**Data extracts:**
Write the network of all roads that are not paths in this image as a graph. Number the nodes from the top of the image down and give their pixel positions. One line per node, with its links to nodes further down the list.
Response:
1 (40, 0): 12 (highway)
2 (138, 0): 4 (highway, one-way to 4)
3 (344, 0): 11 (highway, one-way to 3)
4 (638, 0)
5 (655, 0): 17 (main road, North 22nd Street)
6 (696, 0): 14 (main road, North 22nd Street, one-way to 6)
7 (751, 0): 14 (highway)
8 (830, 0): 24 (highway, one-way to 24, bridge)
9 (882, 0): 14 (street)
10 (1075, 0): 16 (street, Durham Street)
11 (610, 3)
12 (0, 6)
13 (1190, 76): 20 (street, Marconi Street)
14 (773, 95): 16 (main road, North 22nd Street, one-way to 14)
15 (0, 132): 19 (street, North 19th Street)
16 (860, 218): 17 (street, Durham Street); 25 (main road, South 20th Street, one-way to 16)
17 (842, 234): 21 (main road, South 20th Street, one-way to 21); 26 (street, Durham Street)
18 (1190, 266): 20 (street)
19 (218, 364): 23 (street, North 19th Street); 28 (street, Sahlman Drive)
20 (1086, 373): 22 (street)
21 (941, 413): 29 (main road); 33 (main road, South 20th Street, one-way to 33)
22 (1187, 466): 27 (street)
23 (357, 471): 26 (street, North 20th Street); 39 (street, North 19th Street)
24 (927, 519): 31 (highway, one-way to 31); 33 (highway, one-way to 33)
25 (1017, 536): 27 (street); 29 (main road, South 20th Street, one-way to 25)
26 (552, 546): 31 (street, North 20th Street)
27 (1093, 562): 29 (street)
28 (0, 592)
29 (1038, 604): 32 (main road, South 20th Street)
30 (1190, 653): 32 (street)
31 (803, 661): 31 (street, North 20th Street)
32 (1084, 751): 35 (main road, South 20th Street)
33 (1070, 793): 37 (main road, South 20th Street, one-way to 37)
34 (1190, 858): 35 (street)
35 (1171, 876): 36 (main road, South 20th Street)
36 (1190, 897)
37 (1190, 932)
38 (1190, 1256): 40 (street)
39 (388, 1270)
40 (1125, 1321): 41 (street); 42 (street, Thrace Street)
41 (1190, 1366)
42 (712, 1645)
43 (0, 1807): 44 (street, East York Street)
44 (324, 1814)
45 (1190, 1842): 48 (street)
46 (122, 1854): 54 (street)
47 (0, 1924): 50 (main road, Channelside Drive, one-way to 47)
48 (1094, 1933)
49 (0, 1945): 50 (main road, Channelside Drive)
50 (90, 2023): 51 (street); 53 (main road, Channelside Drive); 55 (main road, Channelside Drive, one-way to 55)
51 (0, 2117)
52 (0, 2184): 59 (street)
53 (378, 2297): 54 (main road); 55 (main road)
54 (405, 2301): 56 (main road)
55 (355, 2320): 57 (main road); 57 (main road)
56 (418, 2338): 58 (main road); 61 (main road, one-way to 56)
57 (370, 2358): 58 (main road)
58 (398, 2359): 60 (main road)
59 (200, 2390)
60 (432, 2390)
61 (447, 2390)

**Aim of the task:** Repeat the data precisely, line by line.

**Answer below:**
Write the network of all roads that are not paths in this image as a graph. Number the nodes from the top of the image down and give their pixel positions. One line per node, with its links to nodes further down the list.
Response:
1 (40, 0): 12 (highway)
2 (138, 0): 4 (highway, one-way to 4)
3 (344, 0): 11 (highway, one-way to 3)
4 (638, 0)
5 (655, 0): 17 (main road, North 22nd Street)
6 (696, 0): 14 (main road, North 22nd Street, one-way to 6)
7 (751, 0): 14 (highway)
8 (830, 0): 24 (highway, one-way to 24, bridge)
9 (882, 0): 14 (street)
10 (1075, 0): 16 (street, Durham Street)
11 (610, 3)
12 (0, 6)
13 (1190, 76): 20 (street, Marconi Street)
14 (773, 95): 16 (main road, North 22nd Street, one-way to 14)
15 (0, 132): 19 (street, North 19th Street)
16 (860, 218): 17 (street, Durham Street); 25 (main road, South 20th Street, one-way to 16)
17 (842, 234): 21 (main road, South 20th Street, one-way to 21); 26 (street, Durham Street)
18 (1190, 266): 20 (street)
19 (218, 364): 23 (street, North 19th Street); 28 (street, Sahlman Drive)
20 (1086, 373): 22 (street)
21 (941, 413): 29 (main road); 33 (main road, South 20th Street, one-way to 33)
22 (1187, 466): 27 (street)
23 (357, 471): 26 (street, North 20th Street); 39 (street, North 19th Street)
24 (927, 519): 31 (highway, one-way to 31); 33 (highway, one-way to 33)
25 (1017, 536): 27 (street); 29 (main road, South 20th Street, one-way to 25)
26 (552, 546): 31 (street, North 20th Street)
27 (1093, 562): 29 (street)
28 (0, 592)
29 (1038, 604): 32 (main road, South 20th Street)
30 (1190, 653): 32 (street)
31 (803, 661): 31 (street, North 20th Street)
32 (1084, 751): 35 (main road, South 20th Street)
33 (1070, 793): 37 (main road, South 20th Street, one-way to 37)
34 (1190, 858): 35 (street)
35 (1171, 876): 36 (main road, South 20th Street)
36 (1190, 897)
37 (1190, 932)
38 (1190, 1256): 40 (street)
39 (388, 1270)
40 (1125, 1321): 41 (street); 42 (street, Thrace Street)
41 (1190, 1366)
42 (712, 1645)
43 (0, 1807): 44 (street, East York Street)
44 (324, 1814)
45 (1190, 1842): 48 (street)
46 (122, 1854): 54 (street)
47 (0, 1924): 50 (main road, Channelside Drive, one-way to 47)
48 (1094, 1933)
49 (0, 1945): 50 (main road, Channelside Drive)
50 (90, 2023): 51 (street); 53 (main road, Channelside Drive); 55 (main road, Channelside Drive, one-way to 55)
51 (0, 2117)
52 (0, 2184): 59 (street)
53 (378, 2297): 54 (main road); 55 (main road)
54 (405, 2301): 56 (main road)
55 (355, 2320): 57 (main road); 57 (main road)
56 (418, 2338): 58 (main road); 61 (main road, one-way to 56)
57 (370, 2358): 58 (main road)
58 (398, 2359): 60 (main road)
59 (200, 2390)
60 (432, 2390)
61 (447, 2390)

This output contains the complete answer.